Nel merito, mi sembra che la risposta del Ministro sia un po’ confusiva.

Vero che la sindrome di alienazione genitoriale non c’è, non esiste, poiché non esiste una sindrome ma esiste un disturbo della relazione.

Ovvio che allora, se siamo d’accordo che esiste un disturbo della relazione (che non è una sindrome), perché tornare all’acronimo PAS di cui al punto 2?

Ancora, cfr. punto 3, si riconosce l’alienazione genitoriale non come disturbo individuale ma come un grave fattore di rischio per lo sviluppo psicologico e affettivo del minore stesso, ma, si ritorna a dissertare sulla non attendibilità della PAS.

Sembrerebbe, a parere della scrivente, che anche il Ministro abbia equiparato la PAS alla AP come nell’interrogazione parlamentare in oggetto, facendo confusione tra una diagnosi che non esiste, quella di sindrome di alienazione genitoriale, e un disturbo relazionale (che ha gravi conseguenze sui figli) denominata alienazione genitoriale che rientra (come il documento riporta) nell’ambito dei problemi relazionali genitore-figli (cfr.
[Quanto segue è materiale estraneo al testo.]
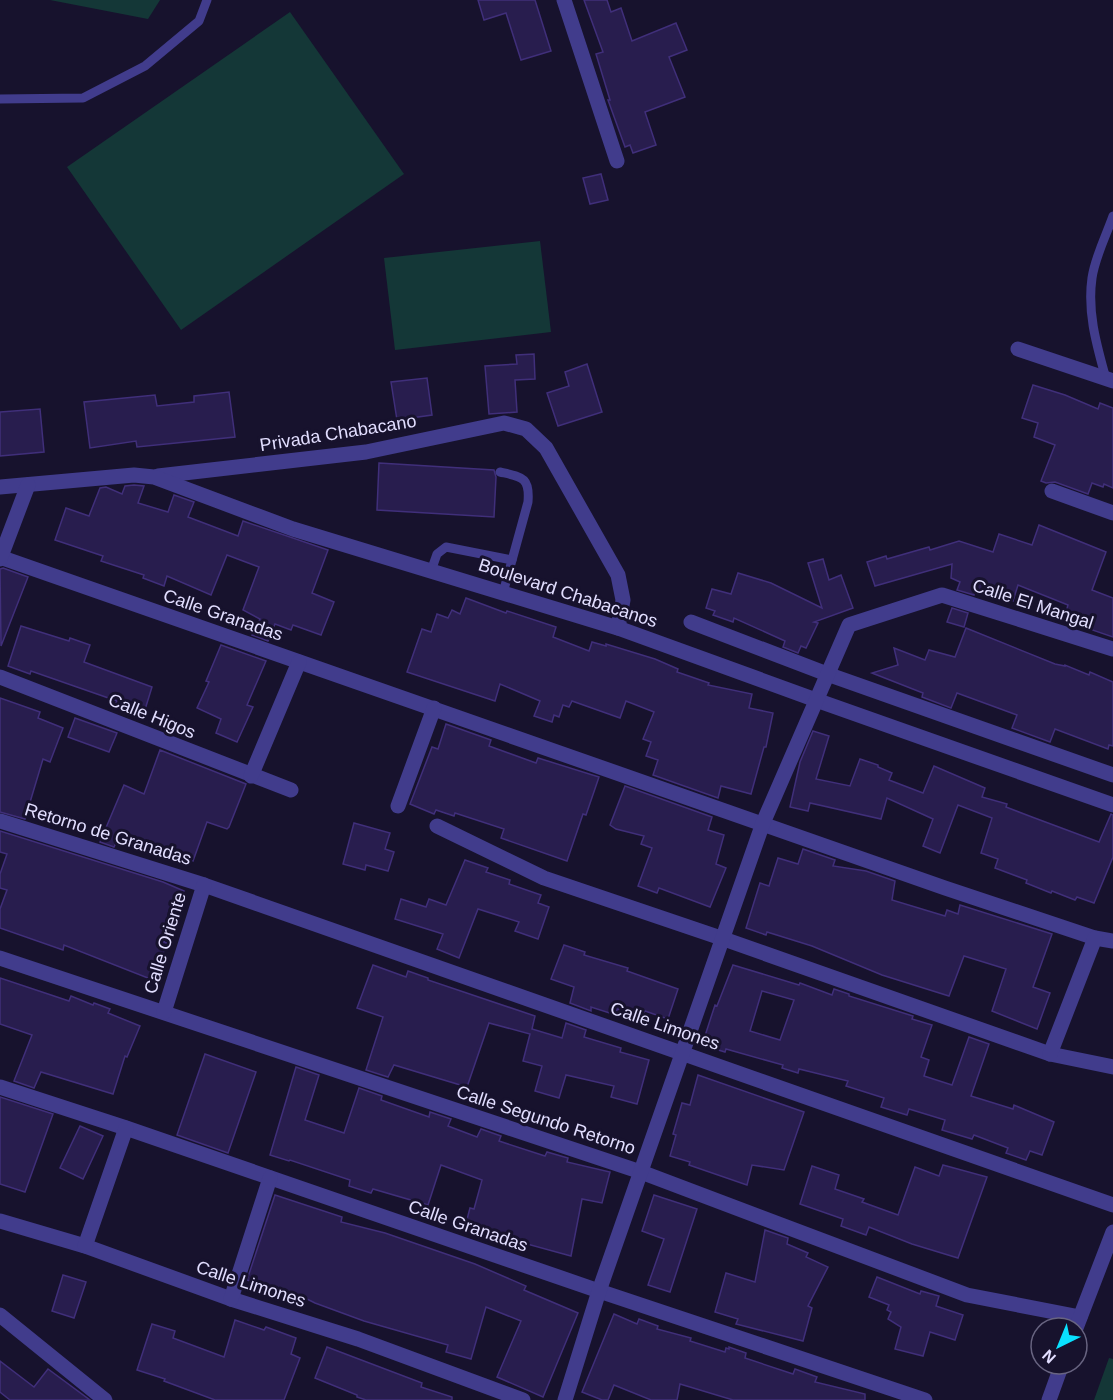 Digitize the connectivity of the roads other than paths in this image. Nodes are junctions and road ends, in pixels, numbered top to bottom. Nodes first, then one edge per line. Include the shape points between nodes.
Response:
1 (207, 0) edge
2 (564, 0) edge
3 (0, 99) edge
4 (616, 161) dead end
5 (1113, 216) edge
6 (1018, 349) dead end
7 (1110, 380) edge
8 (500, 472) dead end
9 (154, 477) junction
10 (28, 485) junction
11 (0, 487) edge
12 (1052, 491) dead end
13 (1113, 513) edge
14 (0, 558) edge
15 (512, 560) junction
16 (431, 571) junction
17 (503, 593) junction
18 (691, 622) dead end
19 (618, 628) junction
20 (1113, 649) edge
21 (299, 662) junction
22 (827, 674) junction
23 (0, 677) edge
24 (816, 700) junction
25 (435, 708) junction
26 (251, 776) junction
27 (1113, 776) edge
28 (291, 790) dead end
29 (1113, 805) edge
30 (398, 806) dead end
31 (0, 821) edge
32 (763, 823) junction
33 (437, 826) dead end
34 (204, 885) junction
35 (721, 938) junction
36 (1095, 938) junction
37 (1113, 941) edge
38 (0, 958) edge
39 (164, 1012) junction
40 (683, 1053) junction
41 (1050, 1054) junction
42 (1113, 1067) edge
43 (0, 1087) edge
44 (126, 1128) junction
45 (641, 1172) junction
46 (270, 1179) junction
47 (1113, 1205) edge
48 (0, 1221) edge
49 (1113, 1232) edge
50 (85, 1246) junction
51 (599, 1291) junction
52 (231, 1299) junction
53 (0, 1315) edge
54 (1051, 1316) edge
55 (1081, 1316) edge
56 (1058, 1376) edge
57 (105, 1400) edge
58 (523, 1400) edge
59 (565, 1400) edge
60 (925, 1400) edge
61 (1049, 1400) edge

1 - 3 lane via 199,21 145,66 83,98
2 - 4 street
5 - 7 lane via 1092,276 1090,310
6 - 7 street
8 - 15 lane via 520,477 529,488
9 - 10 street, Boulevard Chabacanos via 134,475
9 - 16 street, Boulevard Chabacanos via 293,529
9 - 19 street, Privada Chabacano via 366,452 504,423 526,429 546,448 618,575 623,600
10 - 11 street, Boulevard Chabacanos
10 - 14 street
12 - 13 street
14 - 21 street, Calle Granadas
15 - 16 lane via 446,547 437,554
15 - 17 lane
16 - 17 street, Boulevard Chabacanos
17 - 19 street, Boulevard Chabacanos
18 - 22 street
19 - 24 street, Boulevard Chabacanos
20 - 22 street, Calle El Mangal via 942,595 849,625
21 - 25 street, Calle Granadas
21 - 26 street
22 - 24 street
22 - 27 street
23 - 26 street, Calle Higos
24 - 29 street, Boulevard Chabacanos
24 - 32 street
25 - 30 street
25 - 32 street
26 - 28 street, Calle Higos
31 - 34 street, Retorno de Granadas
32 - 35 street
32 - 36 street
33 - 35 street via 544,878
34 - 39 street, Calle Oriente
34 - 40 street, Calle Limones
35 - 40 street
35 - 41 street
36 - 37 street
36 - 41 street
38 - 39 street, Calle Segundo Retorno
39 - 45 street, Calle Segundo Retorno
40 - 45 street
40 - 47 street, Calle Limones
41 - 42 street
43 - 44 street, Calle Granadas
44 - 46 street, Calle Granadas
44 - 50 street
45 - 51 street
45 - 54 street, Calle Segundo Retorno via 967,1294
46 - 51 street, Calle Granadas
46 - 52 street
48 - 50 street, Calle Limones
49 - 55 street
50 - 52 street, Calle Limones
51 - 59 street
51 - 60 street, Calle Granadas
52 - 58 street, Calle Limones via 358,1339
53 - 57 street
56 - 61 street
DSM-5).

Seppure comprensibile che la questione sia annosa e controversa, sarebbe bastato che si negasse l’esistenza di una sindrome – che non esiste – dedicando maggiore attenzione al fenomeno della alienazione genitoriale quale fenomeno esistente senza confondere i due diversi costrutti.

D’altronde laddove il Ministro fa riferimento al fatto che “Anche le Società Scientifiche di psichiatria italiane, oltre a non riconoscere tale disturbo come patologia, non ritengono giustificati interventi terapeutici specifici”  si dimentica (al di là dell’intervento terapeutico) che la Società Italiana di Neuropsichiatria dell’Infanzia e dell’Adolescenza già nel 2007 riconosceva il fenomeno della c.d. alienazione genitoriale come possibile causa di maltrattamento psicologico evidenziando che essendo un fenomeno (al pari del mobbing, dello stalking) essa è tale a prescindere dal riconoscimento di disturbi identificabili come sintomatici.

E ancora, in riferimento alla Corte di Cassazione n. 7041/2013 “In secondo luogo, colpisce come la Suprema Corte abbia espresso il proprio parere senza fare riferimento ai criteri enunciati nella sentenza Cozzini (Cass. Pen. 17.09.10, n. 43786) la quale ha dettato i criteri per stabilire i criteri di scientificità di una teoria tra cui la “generale accettazione” della teoria stessa da parte della comunità di esperti. Sotto questo profilo, si sottolinea come esista una vasta letteratura nazionale ed internazionale che conferma la scientificità del fenomeno della Parental Alienation, termine questo da preferirsi a quello di PAS; negli Stati Uniti ad esempio tale costrutto ha superato i criteri fissati dai Frye e Daubert Rules per essere riconosciuti come scientificamente validi dalle competenti autorità giudiziarie”.

Infine, se un professionista della salute mentale pone in essere diagnosi di PAS, giustamente, deve essere segnalato al rispettivo Ordine professionale perché riconoscerebbe una patologia priva delle necessarie evidenze scientifiche [n.d.a. in realtà riconoscerebbe, più semplicemente, una sindrome di fantasia], ma, se un professionista riconosce un’alienazione genitoriale cosa succede?

Ordunque, bene l’idea di promuovere studi e riflessioni al fine di definire criteri ma, primariamente, forse occorrerebbe comprendere che si parla di un fenomeno, l’alienazione genitoriale è un fenomeno e come tale, perché dovrebbe avere criteri diagnostici? Esistono criteri diagnostici per definire lo stalking? Quali sono i criteri diagnostici per definire il fenomeno del mobbing?

È pensiero della scrivente che la risposta prodotta all’esito dell’interrogazione parlamentare n. 4-02405 del Ministero della Salute non abbia portato ad alcuna chiarezza scientifica circa il costrutto di alienazione genitoriale, quale dinamica relazionale disfunzionale alla quale contribuiscono i genitori ed i figli e che rappresenta un “grave fattore di rischio evolutivo per lo sviluppo psicologico ed affettivo del minore stesso” [cfr. pag. 2 della risposta all’interrogazione].